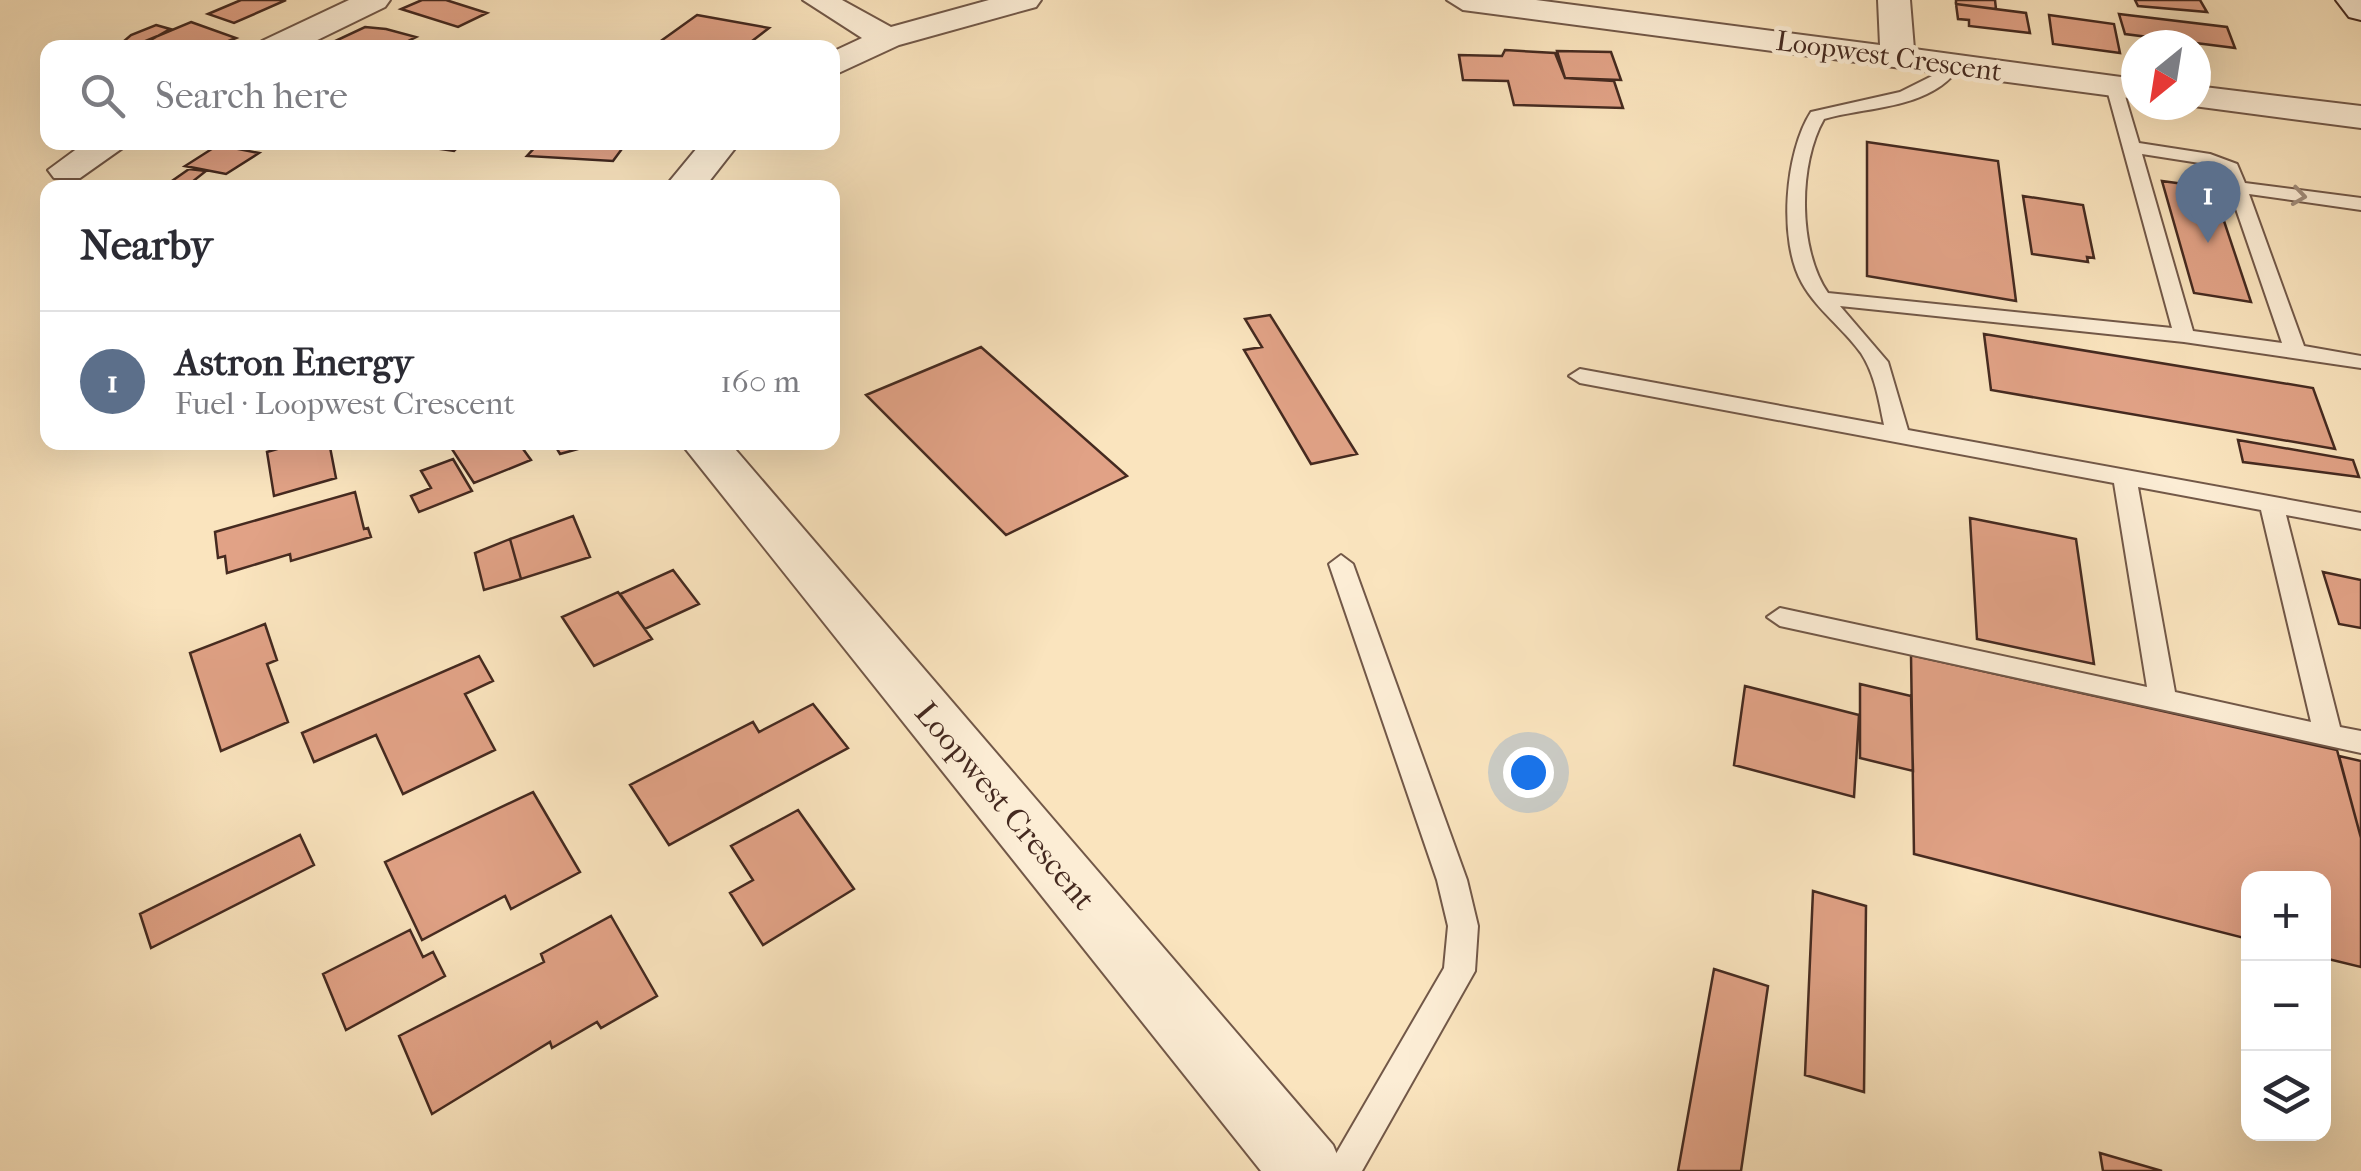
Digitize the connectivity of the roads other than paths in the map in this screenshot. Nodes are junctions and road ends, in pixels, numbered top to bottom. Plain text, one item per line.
1 (374, 0) edge
2 (819, 0) edge
3 (1025, 0) edge
4 (1463, 0) edge
5 (1894, 0) edge
6 (2353, 0) edge
7 (2361, 10) edge
8 (888, 38) junction
9 (291, 40) edge
10 (1898, 58) junction
11 (840, 62) edge
12 (1944, 64) junction
13 (2121, 87) edge
14 (2211, 99) edge
15 (2361, 118) edge
16 (2128, 120) edge
17 (2130, 148) junction
18 (100, 150) edge
19 (715, 150) edge
20 (67, 170) dead end
21 (689, 180) edge
22 (2237, 187) junction
23 (2361, 204) edge
24 (1823, 298) junction
25 (2184, 336) junction
26 (2295, 351) junction
27 (2361, 362) edge
28 (1580, 376) dead end
29 (1898, 436) junction
30 (710, 450) edge
31 (2125, 478) junction
32 (2272, 505) junction
33 (2361, 522) edge
34 (1342, 564) dead end
35 (1780, 618) dead end
36 (2163, 701) junction
37 (2328, 736) junction
38 (2361, 742) edge
39 (1307, 1171) edge
40 (1343, 1171) edge

1 - 9 street
2 - 8 street
3 - 8 street
4 - 10 street, Loopwest Crescent
5 - 10 street
6 - 7 street
8 - 11 street
10 - 12 street, Loopwest Crescent
12 - 13 street, Loopwest Crescent
12 - 24 lane
14 - 15 street
16 - 17 lane
17 - 22 lane
17 - 25 lane
18 - 20 street
19 - 21 street
22 -> 23 lane
22 - 26 lane
24 - 25 lane
24 - 29 lane
25 - 26 lane
26 - 27 lane
28 - 29 lane
29 - 31 lane
30 - 39 street, Loopwest Crescent
31 - 32 lane
31 - 36 lane
32 - 33 lane
32 - 37 lane
34 - 40 lane
35 - 36 lane
36 - 37 lane
37 - 38 lane

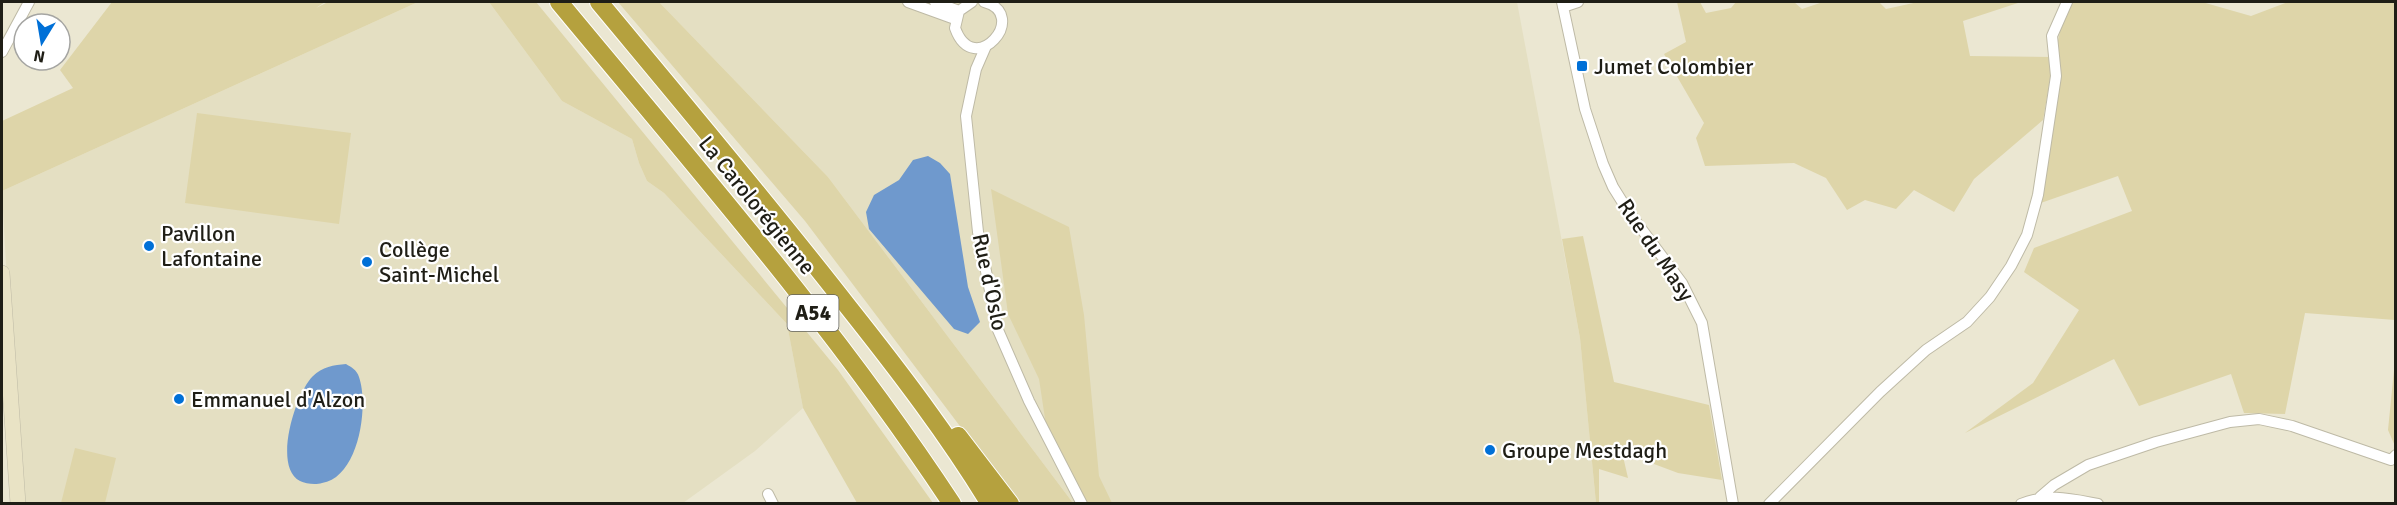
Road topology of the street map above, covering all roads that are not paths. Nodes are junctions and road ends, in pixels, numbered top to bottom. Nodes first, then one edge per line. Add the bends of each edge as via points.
1 (29, 2) edge
2 (559, 2) edge
3 (598, 2) edge
4 (908, 2) edge
5 (935, 2) edge
6 (972, 2) edge
7 (987, 2) edge
8 (1578, 2) edge
9 (2067, 2) edge
10 (1563, 4) edge
11 (957, 15) junction
12 (986, 46) junction
13 (2, 52) edge
14 (2, 273) edge
15 (3, 302) edge
16 (885, 353) junction
17 (2, 368) edge
18 (2396, 455) edge
19 (2040, 497) junction
20 (2086, 503) edge
21 (12, 504) edge
22 (18, 504) edge
23 (952, 504) edge
24 (990, 504) edge
25 (1010, 504) edge
26 (1082, 504) edge
27 (1733, 504) edge
28 (1769, 504) edge
29 (2021, 504) edge
30 (2098, 504) edge

1 - 13 street
2 - 23 highway, La Carolorégienne / A54 via 852,362
3 - 16 highway, La Carolorégienne / A54
4 - 11 street
5 - 11 street
6 - 11 street
7 - 12 street, Rue d'Oslo via 999,14 1001,29
8 - 10 street
9 - 28 street via 2052,36 2056,76 2038,195 2027,235 2011,266 1967,322 1926,350 1880,392
10 - 27 street, Rue du Masy via 1594,142 1613,187 1682,283 1702,323
11 - 12 street via 955,28 963,42
12 - 26 street, Rue d'Oslo via 976,69 966,116 978,232 998,330
14 - 15 main road
15 - 22 main road
16 - 24 highway, La Carolorégienne / A54
16 - 25 highway via 910,372
17 - 21 main road
18 - 19 street via 2391,460 2292,426 2259,419 2230,422 2088,465 2054,484
19 - 20 street
19 - 29 street
20 - 30 street

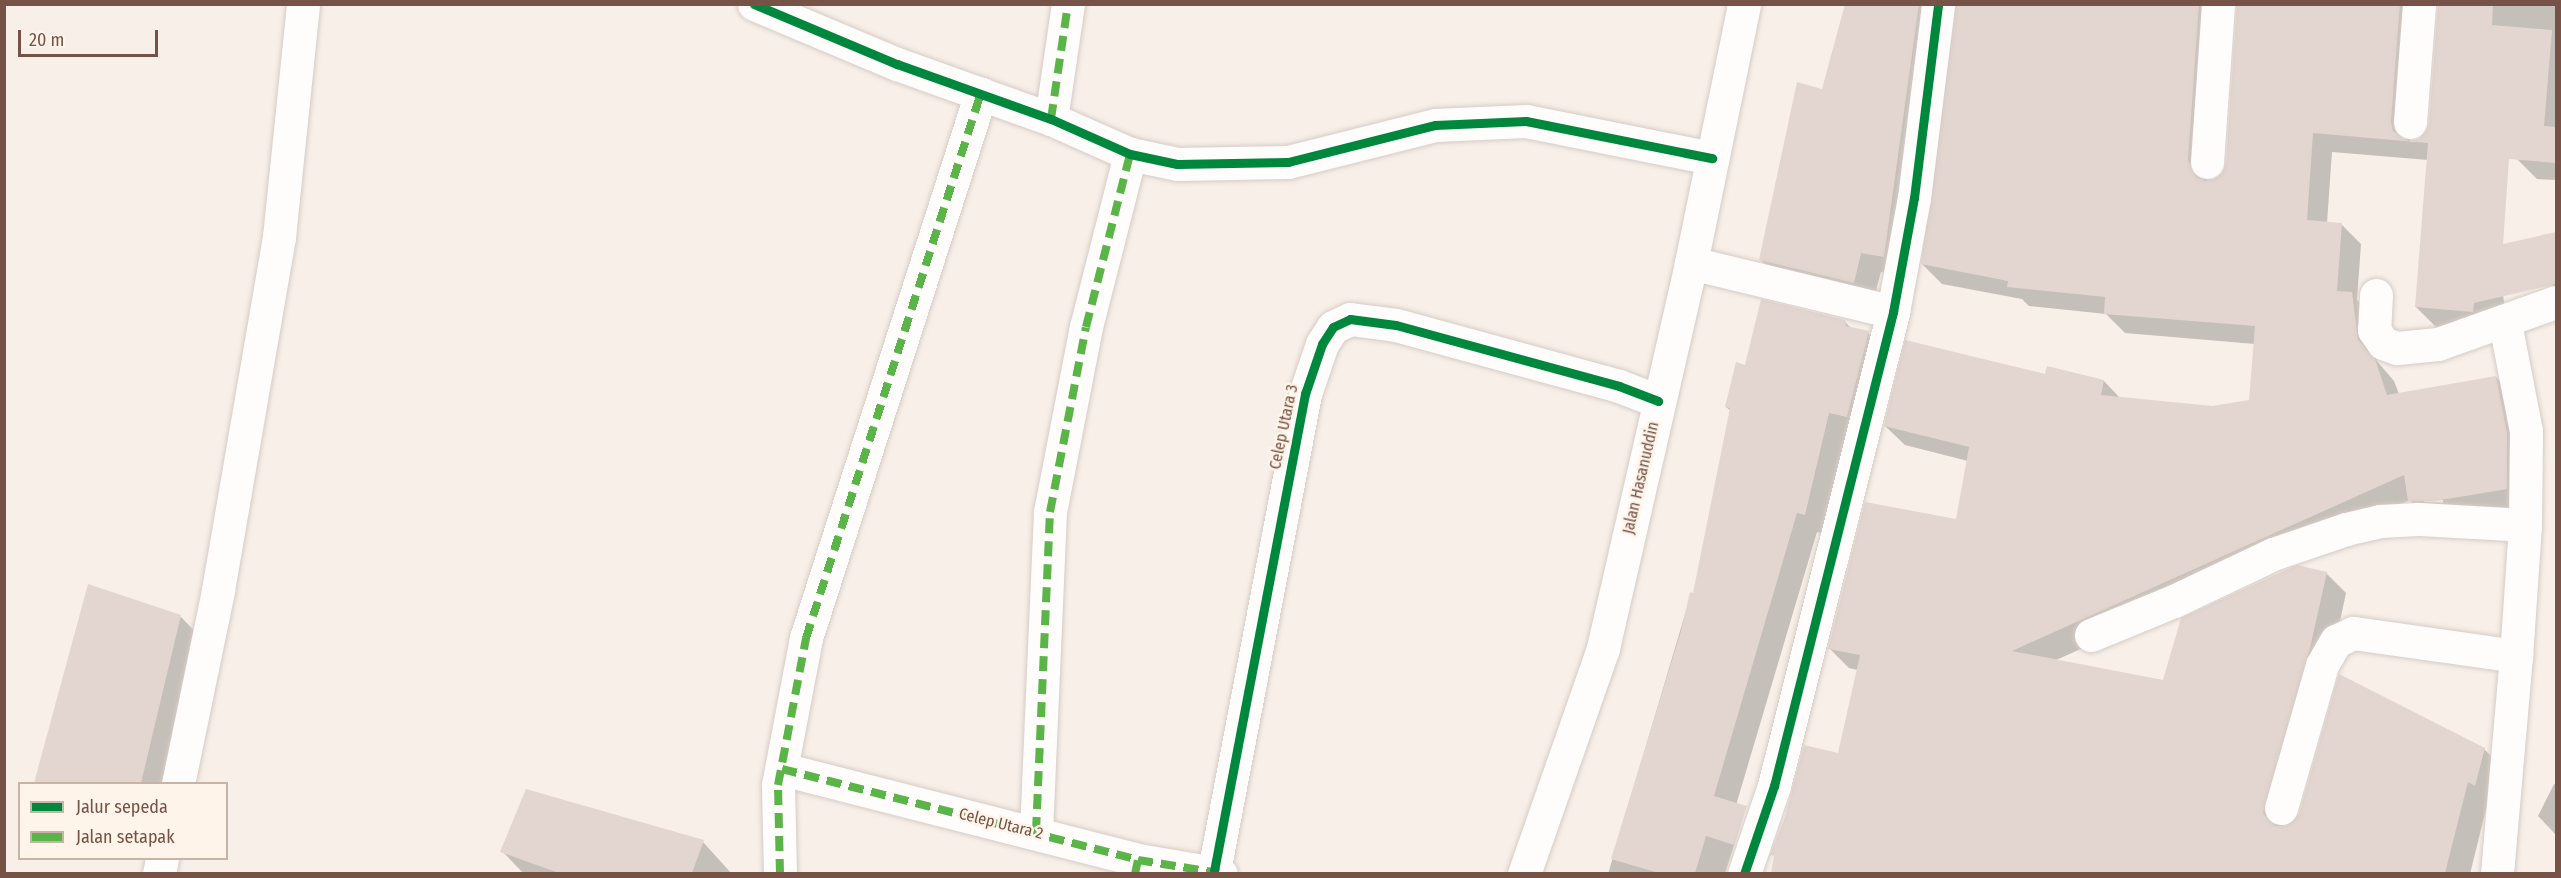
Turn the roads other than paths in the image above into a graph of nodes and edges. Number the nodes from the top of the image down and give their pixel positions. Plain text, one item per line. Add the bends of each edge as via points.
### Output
1 (303, 4) edge
2 (754, 4) edge
3 (1068, 4) edge
4 (1744, 4) edge
5 (1938, 4) edge
6 (2218, 4) edge
7 (2419, 4) edge
8 (981, 93) junction
9 (1051, 119) junction
10 (2410, 122) dead end
11 (1130, 154) junction
12 (1712, 158) junction
13 (2207, 162) dead end
14 (1691, 262) junction
15 (2376, 295) dead end
16 (2556, 302) edge
17 (1893, 312) junction
18 (2505, 323) junction
19 (1658, 401) junction
20 (2525, 525) junction
21 (2091, 635) dead end
22 (2516, 656) junction
23 (782, 769) junction
24 (178, 782) edge
25 (2281, 808) dead end
26 (1036, 832) junction
27 (1137, 867) edge
28 (1218, 872) edge
29 (780, 873) edge
30 (1524, 873) edge
31 (1744, 873) edge
32 (2496, 873) edge

1 - 24 street via 279,237 218,591
2 - 8 street via 897,64
3 - 9 street
4 - 12 street, Jalan Hasanuddin
5 - 17 street via 1916,188
6 - 13 street
7 - 10 street
8 - 9 street
8 - 23 street via 806,638
9 - 11 street
11 - 12 street via 1177,164 1288,162 1435,125 1526,121
11 - 26 street via 1086,327 1050,512
12 - 14 street, Jalan Hasanuddin
14 - 17 street
14 - 19 street, Jalan Hasanuddin
15 - 18 street via 2374,330 2383,343 2397,348 2438,344
16 - 18 street
17 - 31 street via 1774,786
18 - 20 street via 2526,431
19 - 28 street, Celep Utara 3 via 1619,386 1396,325 1350,318 1333,327 1322,344 1305,394
19 - 30 street, Jalan Hasanuddin via 1604,648
20 - 21 street via 2418,519 2380,521 2346,529 2273,554
20 - 22 street
22 - 25 street via 2354,633 2336,641 2322,665
22 - 32 street
23 - 26 street, Celep Utara 2
23 - 29 street via 778,785
26 - 27 street, Celep Utara 2
27 - 28 street, Celep Utara 2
##############################
Exercise description — Every line of the listing is to be retyped exactly; pictures stay out.

Response —
Digitize the connectivity of the roads other than paths in the map in this screenshot. Nodes are junctions and road ends, in pixels, numbered top to bottom. Plain text, one item per line.
1 (374, 0) edge
2 (819, 0) edge
3 (1025, 0) edge
4 (1463, 0) edge
5 (1894, 0) edge
6 (2353, 0) edge
7 (2361, 10) edge
8 (888, 38) junction
9 (291, 40) edge
10 (1898, 58) junction
11 (840, 62) edge
12 (1944, 64) junction
13 (2121, 87) edge
14 (2211, 99) edge
15 (2361, 118) edge
16 (2128, 120) edge
17 (2130, 148) junction
18 (100, 150) edge
19 (715, 150) edge
20 (67, 170) dead end
21 (689, 180) edge
22 (2237, 187) junction
23 (2361, 204) edge
24 (1823, 298) junction
25 (2184, 336) junction
26 (2295, 351) junction
27 (2361, 362) edge
28 (1580, 376) dead end
29 (1898, 436) junction
30 (710, 450) edge
31 (2125, 478) junction
32 (2272, 505) junction
33 (2361, 522) edge
34 (1342, 564) dead end
35 (1780, 618) dead end
36 (2163, 701) junction
37 (2328, 736) junction
38 (2361, 742) edge
39 (1307, 1171) edge
40 (1343, 1171) edge

1 - 9 street
2 - 8 street
3 - 8 street
4 - 10 street, Loopwest Crescent
5 - 10 street
6 - 7 street
8 - 11 street
10 - 12 street, Loopwest Crescent
12 - 13 street, Loopwest Crescent
12 - 24 lane
14 - 15 street
16 - 17 lane
17 - 22 lane
17 - 25 lane
18 - 20 street
19 - 21 street
22 -> 23 lane
22 - 26 lane
24 - 25 lane
24 - 29 lane
25 - 26 lane
26 - 27 lane
28 - 29 lane
29 - 31 lane
30 - 39 street, Loopwest Crescent
31 - 32 lane
31 - 36 lane
32 - 33 lane
32 - 37 lane
34 - 40 lane
35 - 36 lane
36 - 37 lane
37 - 38 lane

Road topology of the street map above, covering all roads that are not paths. Nodes are junctions and road ends, in pixels, numbered top to bottom. Nodes first, then one edge per line. Add the bends of each edge as via points.
1 (29, 2) edge
2 (559, 2) edge
3 (598, 2) edge
4 (908, 2) edge
5 (935, 2) edge
6 (972, 2) edge
7 (987, 2) edge
8 (1578, 2) edge
9 (2067, 2) edge
10 (1563, 4) edge
11 (957, 15) junction
12 (986, 46) junction
13 (2, 52) edge
14 (2, 273) edge
15 (3, 302) edge
16 (885, 353) junction
17 (2, 368) edge
18 (2396, 455) edge
19 (2040, 497) junction
20 (2086, 503) edge
21 (12, 504) edge
22 (18, 504) edge
23 (952, 504) edge
24 (990, 504) edge
25 (1010, 504) edge
26 (1082, 504) edge
27 (1733, 504) edge
28 (1769, 504) edge
29 (2021, 504) edge
30 (2098, 504) edge

1 - 13 street
2 - 23 highway, La Carolorégienne / A54 via 852,362
3 - 16 highway, La Carolorégienne / A54
4 - 11 street
5 - 11 street
6 - 11 street
7 - 12 street, Rue d'Oslo via 999,14 1001,29
8 - 10 street
9 - 28 street via 2052,36 2056,76 2038,195 2027,235 2011,266 1967,322 1926,350 1880,392
10 - 27 street, Rue du Masy via 1594,142 1613,187 1682,283 1702,323
11 - 12 street via 955,28 963,42
12 - 26 street, Rue d'Oslo via 976,69 966,116 978,232 998,330
14 - 15 main road
15 - 22 main road
16 - 24 highway, La Carolorégienne / A54
16 - 25 highway via 910,372
17 - 21 main road
18 - 19 street via 2391,460 2292,426 2259,419 2230,422 2088,465 2054,484
19 - 20 street
19 - 29 street
20 - 30 street

Turn the roads other than paths in the image above into a graph of nodes and edges. Number the nodes from the top of the image down and give their pixel positions. Plain text, one item per line. Add the bends of each edge as via points.
### Output
1 (303, 4) edge
2 (754, 4) edge
3 (1068, 4) edge
4 (1744, 4) edge
5 (1938, 4) edge
6 (2218, 4) edge
7 (2419, 4) edge
8 (981, 93) junction
9 (1051, 119) junction
10 (2410, 122) dead end
11 (1130, 154) junction
12 (1712, 158) junction
13 (2207, 162) dead end
14 (1691, 262) junction
15 (2376, 295) dead end
16 (2556, 302) edge
17 (1893, 312) junction
18 (2505, 323) junction
19 (1658, 401) junction
20 (2525, 525) junction
21 (2091, 635) dead end
22 (2516, 656) junction
23 (782, 769) junction
24 (178, 782) edge
25 (2281, 808) dead end
26 (1036, 832) junction
27 (1137, 867) edge
28 (1218, 872) edge
29 (780, 873) edge
30 (1524, 873) edge
31 (1744, 873) edge
32 (2496, 873) edge

1 - 24 street via 279,237 218,591
2 - 8 street via 897,64
3 - 9 street
4 - 12 street, Jalan Hasanuddin
5 - 17 street via 1916,188
6 - 13 street
7 - 10 street
8 - 9 street
8 - 23 street via 806,638
9 - 11 street
11 - 12 street via 1177,164 1288,162 1435,125 1526,121
11 - 26 street via 1086,327 1050,512
12 - 14 street, Jalan Hasanuddin
14 - 17 street
14 - 19 street, Jalan Hasanuddin
15 - 18 street via 2374,330 2383,343 2397,348 2438,344
16 - 18 street
17 - 31 street via 1774,786
18 - 20 street via 2526,431
19 - 28 street, Celep Utara 3 via 1619,386 1396,325 1350,318 1333,327 1322,344 1305,394
19 - 30 street, Jalan Hasanuddin via 1604,648
20 - 21 street via 2418,519 2380,521 2346,529 2273,554
20 - 22 street
22 - 25 street via 2354,633 2336,641 2322,665
22 - 32 street
23 - 26 street, Celep Utara 2
23 - 29 street via 778,785
26 - 27 street, Celep Utara 2
27 - 28 street, Celep Utara 2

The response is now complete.